Task input:

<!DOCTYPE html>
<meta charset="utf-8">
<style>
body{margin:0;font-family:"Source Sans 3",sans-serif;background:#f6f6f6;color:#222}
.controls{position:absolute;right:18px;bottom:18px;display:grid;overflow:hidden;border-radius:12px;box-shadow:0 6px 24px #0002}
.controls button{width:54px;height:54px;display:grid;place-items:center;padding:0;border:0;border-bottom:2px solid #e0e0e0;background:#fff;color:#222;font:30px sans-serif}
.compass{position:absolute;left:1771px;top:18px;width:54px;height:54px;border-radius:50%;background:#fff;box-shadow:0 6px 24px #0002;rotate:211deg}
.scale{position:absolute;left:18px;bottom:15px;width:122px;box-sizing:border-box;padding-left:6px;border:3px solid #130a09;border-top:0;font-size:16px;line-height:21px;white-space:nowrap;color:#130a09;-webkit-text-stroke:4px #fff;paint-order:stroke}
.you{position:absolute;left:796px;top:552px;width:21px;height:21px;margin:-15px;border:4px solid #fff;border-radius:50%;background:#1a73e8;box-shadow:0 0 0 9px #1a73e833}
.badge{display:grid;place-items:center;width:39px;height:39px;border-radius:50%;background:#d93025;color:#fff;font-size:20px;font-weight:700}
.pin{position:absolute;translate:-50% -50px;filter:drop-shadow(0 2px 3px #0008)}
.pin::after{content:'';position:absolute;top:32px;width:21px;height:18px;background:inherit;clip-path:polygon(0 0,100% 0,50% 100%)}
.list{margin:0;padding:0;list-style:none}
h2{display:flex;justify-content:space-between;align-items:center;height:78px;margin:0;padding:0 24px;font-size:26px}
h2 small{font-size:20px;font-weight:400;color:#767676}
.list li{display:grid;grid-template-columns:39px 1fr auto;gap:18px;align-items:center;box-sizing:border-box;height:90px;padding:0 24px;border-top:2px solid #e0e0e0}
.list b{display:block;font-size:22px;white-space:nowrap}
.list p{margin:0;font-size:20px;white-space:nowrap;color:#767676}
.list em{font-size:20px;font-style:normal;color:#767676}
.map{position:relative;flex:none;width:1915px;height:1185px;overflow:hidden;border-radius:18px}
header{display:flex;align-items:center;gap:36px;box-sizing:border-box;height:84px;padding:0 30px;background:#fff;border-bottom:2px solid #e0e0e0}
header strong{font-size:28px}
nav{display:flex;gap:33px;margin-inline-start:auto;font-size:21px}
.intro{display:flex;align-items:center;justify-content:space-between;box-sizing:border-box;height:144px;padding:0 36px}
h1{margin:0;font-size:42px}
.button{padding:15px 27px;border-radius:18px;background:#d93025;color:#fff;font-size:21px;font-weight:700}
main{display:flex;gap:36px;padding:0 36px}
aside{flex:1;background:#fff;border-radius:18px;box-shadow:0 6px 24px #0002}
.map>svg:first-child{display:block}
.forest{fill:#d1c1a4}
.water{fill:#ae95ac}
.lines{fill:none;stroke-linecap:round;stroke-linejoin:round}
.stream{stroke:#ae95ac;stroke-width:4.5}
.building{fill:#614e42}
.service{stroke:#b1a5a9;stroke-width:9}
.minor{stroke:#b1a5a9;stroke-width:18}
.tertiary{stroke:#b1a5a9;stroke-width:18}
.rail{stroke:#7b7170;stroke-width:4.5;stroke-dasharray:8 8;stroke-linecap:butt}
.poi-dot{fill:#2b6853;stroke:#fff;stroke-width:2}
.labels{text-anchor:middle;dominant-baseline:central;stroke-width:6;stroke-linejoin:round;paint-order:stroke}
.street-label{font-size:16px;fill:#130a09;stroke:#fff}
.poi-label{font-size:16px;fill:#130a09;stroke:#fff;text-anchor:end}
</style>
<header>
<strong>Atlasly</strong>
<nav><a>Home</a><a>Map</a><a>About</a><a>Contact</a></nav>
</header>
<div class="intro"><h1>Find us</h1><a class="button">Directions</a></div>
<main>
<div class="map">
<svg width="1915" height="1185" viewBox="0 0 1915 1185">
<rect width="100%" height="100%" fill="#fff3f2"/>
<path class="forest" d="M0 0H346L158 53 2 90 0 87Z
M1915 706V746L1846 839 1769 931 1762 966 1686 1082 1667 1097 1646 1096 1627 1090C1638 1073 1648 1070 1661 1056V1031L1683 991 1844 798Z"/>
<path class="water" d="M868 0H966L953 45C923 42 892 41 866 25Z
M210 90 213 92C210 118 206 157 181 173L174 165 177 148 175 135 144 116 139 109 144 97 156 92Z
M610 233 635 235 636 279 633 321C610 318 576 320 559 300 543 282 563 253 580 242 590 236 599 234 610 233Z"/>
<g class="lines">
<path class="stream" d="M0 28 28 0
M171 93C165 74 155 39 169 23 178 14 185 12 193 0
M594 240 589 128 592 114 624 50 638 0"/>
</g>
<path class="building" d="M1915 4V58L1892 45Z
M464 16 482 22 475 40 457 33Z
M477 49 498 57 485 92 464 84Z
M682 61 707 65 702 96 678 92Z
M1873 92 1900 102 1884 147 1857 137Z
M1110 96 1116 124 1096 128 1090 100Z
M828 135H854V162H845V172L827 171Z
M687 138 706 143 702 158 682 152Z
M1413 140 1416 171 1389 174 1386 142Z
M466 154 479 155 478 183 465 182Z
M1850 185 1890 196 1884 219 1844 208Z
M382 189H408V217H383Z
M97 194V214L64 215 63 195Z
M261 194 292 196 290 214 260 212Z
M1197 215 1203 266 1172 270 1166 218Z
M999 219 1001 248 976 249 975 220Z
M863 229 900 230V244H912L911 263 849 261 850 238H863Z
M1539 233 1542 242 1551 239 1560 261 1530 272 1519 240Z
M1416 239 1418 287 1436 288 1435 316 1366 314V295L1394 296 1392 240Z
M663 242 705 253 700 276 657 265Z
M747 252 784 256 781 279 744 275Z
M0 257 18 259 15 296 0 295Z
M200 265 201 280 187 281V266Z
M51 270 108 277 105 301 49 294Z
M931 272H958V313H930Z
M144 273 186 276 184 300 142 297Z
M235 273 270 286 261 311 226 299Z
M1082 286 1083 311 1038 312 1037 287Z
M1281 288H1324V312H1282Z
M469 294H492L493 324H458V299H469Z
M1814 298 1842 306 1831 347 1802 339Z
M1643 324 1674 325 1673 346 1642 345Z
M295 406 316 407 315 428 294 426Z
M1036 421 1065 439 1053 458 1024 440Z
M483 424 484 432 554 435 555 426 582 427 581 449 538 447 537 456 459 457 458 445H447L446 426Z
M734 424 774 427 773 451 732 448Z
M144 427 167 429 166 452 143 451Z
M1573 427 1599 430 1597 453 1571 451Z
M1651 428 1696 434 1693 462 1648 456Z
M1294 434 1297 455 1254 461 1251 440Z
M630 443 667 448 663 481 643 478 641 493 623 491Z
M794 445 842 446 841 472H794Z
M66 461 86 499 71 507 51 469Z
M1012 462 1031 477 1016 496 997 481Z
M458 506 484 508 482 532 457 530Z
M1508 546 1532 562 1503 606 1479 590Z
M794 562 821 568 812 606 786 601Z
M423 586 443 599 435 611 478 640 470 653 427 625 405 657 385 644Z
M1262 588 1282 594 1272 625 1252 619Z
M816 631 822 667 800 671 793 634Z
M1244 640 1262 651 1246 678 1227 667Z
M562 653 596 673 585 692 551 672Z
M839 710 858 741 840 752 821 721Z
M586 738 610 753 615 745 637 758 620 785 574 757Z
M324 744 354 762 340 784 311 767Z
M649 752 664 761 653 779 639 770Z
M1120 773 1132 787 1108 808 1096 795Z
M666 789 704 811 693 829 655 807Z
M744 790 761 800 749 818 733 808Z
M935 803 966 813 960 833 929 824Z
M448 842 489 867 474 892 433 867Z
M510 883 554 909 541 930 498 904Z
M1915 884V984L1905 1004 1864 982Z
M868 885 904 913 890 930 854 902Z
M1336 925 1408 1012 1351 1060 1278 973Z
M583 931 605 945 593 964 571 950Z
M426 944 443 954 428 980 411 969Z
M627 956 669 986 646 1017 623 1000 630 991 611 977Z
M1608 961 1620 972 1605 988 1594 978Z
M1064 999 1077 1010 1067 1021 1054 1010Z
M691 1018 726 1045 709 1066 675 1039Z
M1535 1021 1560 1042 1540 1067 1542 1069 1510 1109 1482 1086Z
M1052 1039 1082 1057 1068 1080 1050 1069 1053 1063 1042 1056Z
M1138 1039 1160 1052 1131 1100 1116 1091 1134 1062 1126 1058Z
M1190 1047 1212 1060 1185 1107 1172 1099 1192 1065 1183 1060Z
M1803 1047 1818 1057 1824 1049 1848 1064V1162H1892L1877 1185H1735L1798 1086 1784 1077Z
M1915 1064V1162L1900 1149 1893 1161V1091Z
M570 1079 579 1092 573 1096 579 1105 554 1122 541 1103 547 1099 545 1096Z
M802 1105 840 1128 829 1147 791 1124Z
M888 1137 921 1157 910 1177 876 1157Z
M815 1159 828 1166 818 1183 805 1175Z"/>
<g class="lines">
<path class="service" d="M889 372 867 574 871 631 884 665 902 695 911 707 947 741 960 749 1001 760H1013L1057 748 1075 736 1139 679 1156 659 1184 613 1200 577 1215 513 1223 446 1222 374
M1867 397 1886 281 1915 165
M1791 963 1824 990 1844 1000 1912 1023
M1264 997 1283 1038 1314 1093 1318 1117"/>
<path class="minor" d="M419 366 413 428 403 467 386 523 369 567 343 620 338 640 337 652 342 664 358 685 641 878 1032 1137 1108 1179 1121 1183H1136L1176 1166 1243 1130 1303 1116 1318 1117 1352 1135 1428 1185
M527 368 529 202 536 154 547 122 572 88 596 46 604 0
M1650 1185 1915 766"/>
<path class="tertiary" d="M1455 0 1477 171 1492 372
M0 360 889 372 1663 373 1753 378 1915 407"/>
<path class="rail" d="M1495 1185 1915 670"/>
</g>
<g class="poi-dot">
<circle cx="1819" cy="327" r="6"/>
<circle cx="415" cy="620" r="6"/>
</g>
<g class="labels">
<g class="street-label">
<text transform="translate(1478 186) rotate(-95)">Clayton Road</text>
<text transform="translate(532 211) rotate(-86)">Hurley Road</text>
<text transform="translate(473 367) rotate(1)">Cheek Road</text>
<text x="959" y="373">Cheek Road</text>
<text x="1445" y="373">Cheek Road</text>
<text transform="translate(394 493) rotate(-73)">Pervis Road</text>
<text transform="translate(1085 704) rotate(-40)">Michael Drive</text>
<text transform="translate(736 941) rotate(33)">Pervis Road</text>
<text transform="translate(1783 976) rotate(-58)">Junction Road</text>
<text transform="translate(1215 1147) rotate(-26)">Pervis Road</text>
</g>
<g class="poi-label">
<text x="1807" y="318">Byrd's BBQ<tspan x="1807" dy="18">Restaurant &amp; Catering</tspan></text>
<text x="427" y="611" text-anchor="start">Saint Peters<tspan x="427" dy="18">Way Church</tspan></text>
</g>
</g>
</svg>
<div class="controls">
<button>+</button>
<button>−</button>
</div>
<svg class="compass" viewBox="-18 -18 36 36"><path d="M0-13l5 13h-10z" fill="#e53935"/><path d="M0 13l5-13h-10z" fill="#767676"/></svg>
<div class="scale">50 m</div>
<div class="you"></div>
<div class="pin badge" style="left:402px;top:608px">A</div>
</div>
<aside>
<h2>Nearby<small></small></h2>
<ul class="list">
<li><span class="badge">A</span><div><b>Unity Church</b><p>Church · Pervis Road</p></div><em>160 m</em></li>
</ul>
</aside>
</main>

Exercise instructions: Output nothing but the lines from the one containing "<button>+</button>" to the end of the listing, both of those included, exactly as given.

Result of this task:
<button>+</button>
<button>−</button>
</div>
<svg class="compass" viewBox="-18 -18 36 36"><path d="M0-13l5 13h-10z" fill="#e53935"/><path d="M0 13l5-13h-10z" fill="#767676"/></svg>
<div class="scale">50 m</div>
<div class="you"></div>
<div class="pin badge" style="left:402px;top:608px">A</div>
</div>
<aside>
<h2>Nearby<small></small></h2>
<ul class="list">
<li><span class="badge">A</span><div><b>Unity Church</b><p>Church · Pervis Road</p></div><em>160 m</em></li>
</ul>
</aside>
</main>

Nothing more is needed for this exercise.